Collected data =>
--------------------------------------------------
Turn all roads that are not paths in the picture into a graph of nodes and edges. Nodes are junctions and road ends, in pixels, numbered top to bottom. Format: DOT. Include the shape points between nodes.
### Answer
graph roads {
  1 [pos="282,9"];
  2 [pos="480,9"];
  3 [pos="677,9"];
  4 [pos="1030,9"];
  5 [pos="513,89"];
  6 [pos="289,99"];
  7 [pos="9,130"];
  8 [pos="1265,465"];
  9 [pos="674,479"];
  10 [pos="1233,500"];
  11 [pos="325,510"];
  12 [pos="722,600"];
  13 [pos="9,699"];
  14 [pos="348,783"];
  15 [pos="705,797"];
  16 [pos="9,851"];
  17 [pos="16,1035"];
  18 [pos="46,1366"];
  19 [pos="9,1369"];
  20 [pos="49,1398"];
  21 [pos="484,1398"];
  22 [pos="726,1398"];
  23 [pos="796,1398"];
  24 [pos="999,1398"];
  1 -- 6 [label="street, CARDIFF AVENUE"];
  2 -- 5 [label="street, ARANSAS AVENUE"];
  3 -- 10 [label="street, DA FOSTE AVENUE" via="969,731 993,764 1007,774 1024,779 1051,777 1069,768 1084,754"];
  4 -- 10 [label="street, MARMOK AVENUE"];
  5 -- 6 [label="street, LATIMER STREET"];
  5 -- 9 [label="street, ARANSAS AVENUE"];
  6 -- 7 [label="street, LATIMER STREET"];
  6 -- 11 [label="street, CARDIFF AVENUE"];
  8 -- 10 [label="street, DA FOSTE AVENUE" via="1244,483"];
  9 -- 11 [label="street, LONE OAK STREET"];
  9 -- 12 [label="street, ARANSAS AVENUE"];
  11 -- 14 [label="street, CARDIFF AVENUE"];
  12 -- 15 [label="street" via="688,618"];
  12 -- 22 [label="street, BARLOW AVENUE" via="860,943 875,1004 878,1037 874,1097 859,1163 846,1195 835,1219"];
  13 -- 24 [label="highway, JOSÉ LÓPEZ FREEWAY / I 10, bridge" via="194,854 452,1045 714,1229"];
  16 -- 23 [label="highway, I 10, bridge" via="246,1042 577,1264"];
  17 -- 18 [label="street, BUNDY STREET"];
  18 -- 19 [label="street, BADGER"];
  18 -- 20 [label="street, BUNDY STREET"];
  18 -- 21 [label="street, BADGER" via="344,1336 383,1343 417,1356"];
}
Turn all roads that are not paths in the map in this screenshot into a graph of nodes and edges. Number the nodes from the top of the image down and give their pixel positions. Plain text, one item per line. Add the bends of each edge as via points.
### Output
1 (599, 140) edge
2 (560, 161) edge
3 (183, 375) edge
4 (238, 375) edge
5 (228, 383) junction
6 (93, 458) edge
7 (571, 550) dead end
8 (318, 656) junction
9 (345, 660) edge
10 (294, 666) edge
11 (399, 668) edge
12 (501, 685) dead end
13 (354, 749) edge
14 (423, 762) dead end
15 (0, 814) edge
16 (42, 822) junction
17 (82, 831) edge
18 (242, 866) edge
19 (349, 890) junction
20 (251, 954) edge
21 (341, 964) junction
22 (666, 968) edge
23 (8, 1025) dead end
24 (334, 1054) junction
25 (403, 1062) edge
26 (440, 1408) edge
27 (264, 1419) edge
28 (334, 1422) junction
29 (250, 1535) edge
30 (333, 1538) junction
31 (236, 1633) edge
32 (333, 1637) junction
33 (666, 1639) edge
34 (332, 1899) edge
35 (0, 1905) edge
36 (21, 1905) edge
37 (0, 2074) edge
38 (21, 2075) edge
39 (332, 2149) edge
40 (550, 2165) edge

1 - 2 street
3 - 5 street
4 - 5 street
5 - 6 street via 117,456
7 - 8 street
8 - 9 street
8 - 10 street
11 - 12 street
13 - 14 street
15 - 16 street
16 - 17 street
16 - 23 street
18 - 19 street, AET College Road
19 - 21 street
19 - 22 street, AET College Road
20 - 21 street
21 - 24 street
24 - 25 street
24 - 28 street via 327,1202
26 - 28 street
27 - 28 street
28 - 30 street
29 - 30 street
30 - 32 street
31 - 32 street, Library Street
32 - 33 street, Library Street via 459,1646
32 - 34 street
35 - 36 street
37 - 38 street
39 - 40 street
--------------------------------------------------
What is being asked =>
Repeat each line of the data exactly as it appears above.

Exercise response =>
Turn all roads that are not paths in the picture into a graph of nodes and edges. Nodes are junctions and road ends, in pixels, numbered top to bottom. Format: DOT. Include the shape points between nodes.
### Answer
graph roads {
  1 [pos="282,9"];
  2 [pos="480,9"];
  3 [pos="677,9"];
  4 [pos="1030,9"];
  5 [pos="513,89"];
  6 [pos="289,99"];
  7 [pos="9,130"];
  8 [pos="1265,465"];
  9 [pos="674,479"];
  10 [pos="1233,500"];
  11 [pos="325,510"];
  12 [pos="722,600"];
  13 [pos="9,699"];
  14 [pos="348,783"];
  15 [pos="705,797"];
  16 [pos="9,851"];
  17 [pos="16,1035"];
  18 [pos="46,1366"];
  19 [pos="9,1369"];
  20 [pos="49,1398"];
  21 [pos="484,1398"];
  22 [pos="726,1398"];
  23 [pos="796,1398"];
  24 [pos="999,1398"];
  1 -- 6 [label="street, CARDIFF AVENUE"];
  2 -- 5 [label="street, ARANSAS AVENUE"];
  3 -- 10 [label="street, DA FOSTE AVENUE" via="969,731 993,764 1007,774 1024,779 1051,777 1069,768 1084,754"];
  4 -- 10 [label="street, MARMOK AVENUE"];
  5 -- 6 [label="street, LATIMER STREET"];
  5 -- 9 [label="street, ARANSAS AVENUE"];
  6 -- 7 [label="street, LATIMER STREET"];
  6 -- 11 [label="street, CARDIFF AVENUE"];
  8 -- 10 [label="street, DA FOSTE AVENUE" via="1244,483"];
  9 -- 11 [label="street, LONE OAK STREET"];
  9 -- 12 [label="street, ARANSAS AVENUE"];
  11 -- 14 [label="street, CARDIFF AVENUE"];
  12 -- 15 [label="street" via="688,618"];
  12 -- 22 [label="street, BARLOW AVENUE" via="860,943 875,1004 878,1037 874,1097 859,1163 846,1195 835,1219"];
  13 -- 24 [label="highway, JOSÉ LÓPEZ FREEWAY / I 10, bridge" via="194,854 452,1045 714,1229"];
  16 -- 23 [label="highway, I 10, bridge" via="246,1042 577,1264"];
  17 -- 18 [label="street, BUNDY STREET"];
  18 -- 19 [label="street, BADGER"];
  18 -- 20 [label="street, BUNDY STREET"];
  18 -- 21 [label="street, BADGER" via="344,1336 383,1343 417,1356"];
}
Turn all roads that are not paths in the map in this screenshot into a graph of nodes and edges. Number the nodes from the top of the image down and give their pixel positions. Plain text, one item per line. Add the bends of each edge as via points.
### Output
1 (599, 140) edge
2 (560, 161) edge
3 (183, 375) edge
4 (238, 375) edge
5 (228, 383) junction
6 (93, 458) edge
7 (571, 550) dead end
8 (318, 656) junction
9 (345, 660) edge
10 (294, 666) edge
11 (399, 668) edge
12 (501, 685) dead end
13 (354, 749) edge
14 (423, 762) dead end
15 (0, 814) edge
16 (42, 822) junction
17 (82, 831) edge
18 (242, 866) edge
19 (349, 890) junction
20 (251, 954) edge
21 (341, 964) junction
22 (666, 968) edge
23 (8, 1025) dead end
24 (334, 1054) junction
25 (403, 1062) edge
26 (440, 1408) edge
27 (264, 1419) edge
28 (334, 1422) junction
29 (250, 1535) edge
30 (333, 1538) junction
31 (236, 1633) edge
32 (333, 1637) junction
33 (666, 1639) edge
34 (332, 1899) edge
35 (0, 1905) edge
36 (21, 1905) edge
37 (0, 2074) edge
38 (21, 2075) edge
39 (332, 2149) edge
40 (550, 2165) edge

1 - 2 street
3 - 5 street
4 - 5 street
5 - 6 street via 117,456
7 - 8 street
8 - 9 street
8 - 10 street
11 - 12 street
13 - 14 street
15 - 16 street
16 - 17 street
16 - 23 street
18 - 19 street, AET College Road
19 - 21 street
19 - 22 street, AET College Road
20 - 21 street
21 - 24 street
24 - 25 street
24 - 28 street via 327,1202
26 - 28 street
27 - 28 street
28 - 30 street
29 - 30 street
30 - 32 street
31 - 32 street, Library Street
32 - 33 street, Library Street via 459,1646
32 - 34 street
35 - 36 street
37 - 38 street
39 - 40 street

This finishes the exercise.